══ Records shown
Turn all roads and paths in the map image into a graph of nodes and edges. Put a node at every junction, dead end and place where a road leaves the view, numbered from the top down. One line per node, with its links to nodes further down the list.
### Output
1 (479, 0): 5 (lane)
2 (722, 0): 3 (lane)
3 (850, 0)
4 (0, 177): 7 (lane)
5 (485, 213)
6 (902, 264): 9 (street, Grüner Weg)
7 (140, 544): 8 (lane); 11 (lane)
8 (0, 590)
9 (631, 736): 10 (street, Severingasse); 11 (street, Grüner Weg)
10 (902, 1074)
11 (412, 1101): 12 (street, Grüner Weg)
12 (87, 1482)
════
══ Records shown
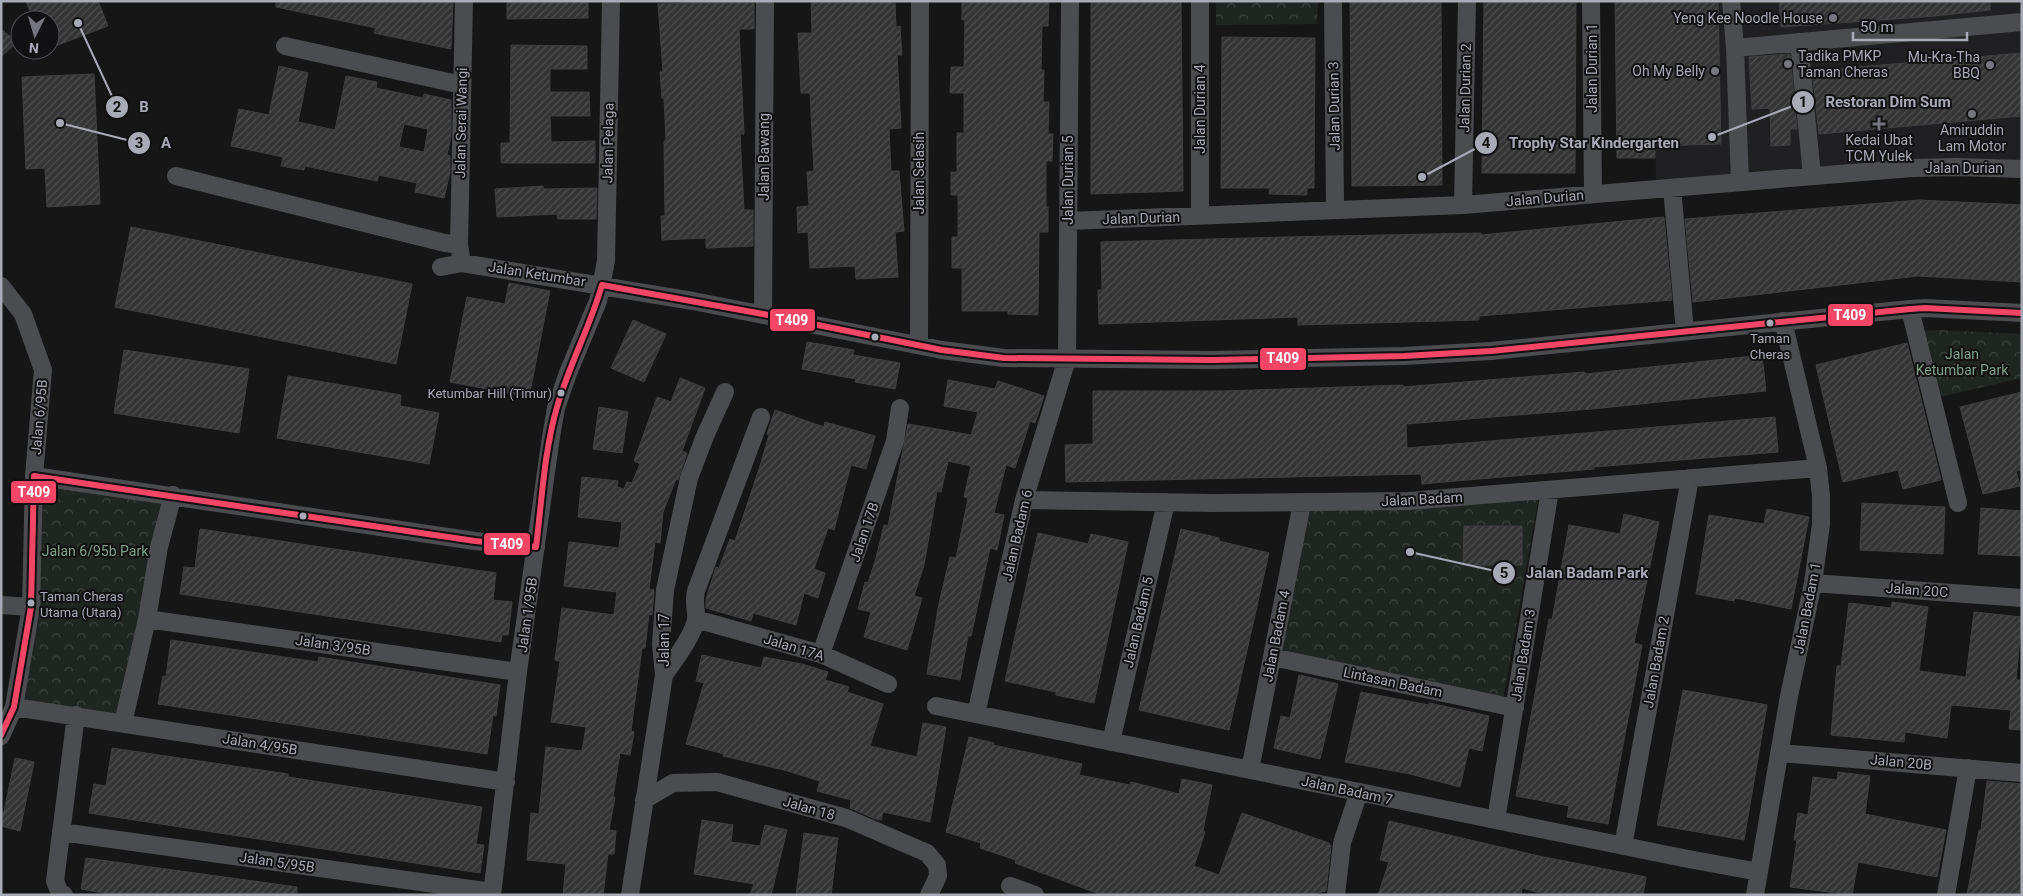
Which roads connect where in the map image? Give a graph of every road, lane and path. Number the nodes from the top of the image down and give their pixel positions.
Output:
════
Which lines in the data hold the string "from"? Copy each of them.

**Response area:**
Turn all roads and paths in the map image into a graph of nodes and edges. Put a node at every junction, dead end and place where a road leaves the view, numbered from the top down. One line per node, with its links to nodes further down the list.
Which roads connect where in the map image? Give a graph of every road, lane and path. Number the nodes from the top of the image down and give their pixel positions.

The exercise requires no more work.